Author Bio 1Kristine Brown is a writer, dramatist, and teacher. She helps women and teen girls navigate the ups and downs of real life. Kristine devotes her time to family, freelance writing, and her non-profit ministry, More Than Yourself, Inc. You can read more about her book at www.morethanyourself.com/over-it. Connect with Kristine on Twitter, Pinterest, and Facebook.


5 Ways to Keep your Eyes on God

Keep your Eyes on God

I brought my kids to the beach. I needed to find some refuge to let them a.) play so that I could b.) get a moment with God. Doing this kind of thing is essential, in life, by the way. Sometimes, you have to break away from what you are immersed in so you can find yourself immersed in love, that way when you are re-immersed into life (mothering, relationships, work, health issues, etc.) you survive.
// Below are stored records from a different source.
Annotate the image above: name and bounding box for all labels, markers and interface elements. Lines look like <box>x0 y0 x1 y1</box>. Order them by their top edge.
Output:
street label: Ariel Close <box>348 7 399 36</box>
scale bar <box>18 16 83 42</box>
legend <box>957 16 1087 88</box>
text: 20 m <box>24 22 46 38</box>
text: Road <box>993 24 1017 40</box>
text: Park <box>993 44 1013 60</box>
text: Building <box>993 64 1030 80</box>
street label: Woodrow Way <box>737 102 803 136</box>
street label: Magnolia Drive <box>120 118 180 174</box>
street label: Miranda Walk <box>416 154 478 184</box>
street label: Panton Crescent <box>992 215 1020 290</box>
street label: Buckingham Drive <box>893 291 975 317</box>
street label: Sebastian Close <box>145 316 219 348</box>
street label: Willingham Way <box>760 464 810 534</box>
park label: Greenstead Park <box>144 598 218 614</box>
This is what I figure, anyway.

Doing this kind of thing is like pre-CPR, it saves you before your signs go vital – from the anxieties and worries of life that intend to put you 10-feet under. I knew the warning signs for myself, so I hightailed myself over to my personal refuge.

The LORD helps them and delivers them;
he delivers them from the wicked and saves them,
because they take refuge in him. Psalm 37:40

When the beach party was done and all were packed in the car, I slowly meandered down the road to home. The birds chirped, the seagulls floated on the water, the landscape was cloud layers perfectly hovering right above the ocean horizon. I breathed deep, inched on and turned my head ocean to road, ocean to road. Life was good.

your eyes on God

I wasn’t missing anything! So big, and so proud – God’s love nearly gave me a hug. We united and it was a beautiful thing.

Until, that guy did his thing. Until, he became – a tailgater. My face tensed, my eyes squinted, “If only he could get a glimpse of me and my contorted and ugly face through the rearview mirror.” Left and right I scooted trying to make sure he saw me!

He was ruining it all. He was my problem. My heart was pumping with the fresh blood of aggravation.

your eyes on God

All I knew was that I was getting tailed by pressure, and it was stealing peace. I guess it happens all the time, when I stop, and really think about it.

I feel that others are climbing faster and farther and quicker into writing success than I am. They tail me.

I let demands tower high – be a great mom, author, marketer, wife. Don’t mess up. They tail me.

I have issues, pressing things that need to be handled – bills, agendas, contracts, promises that may not come through. They tail me.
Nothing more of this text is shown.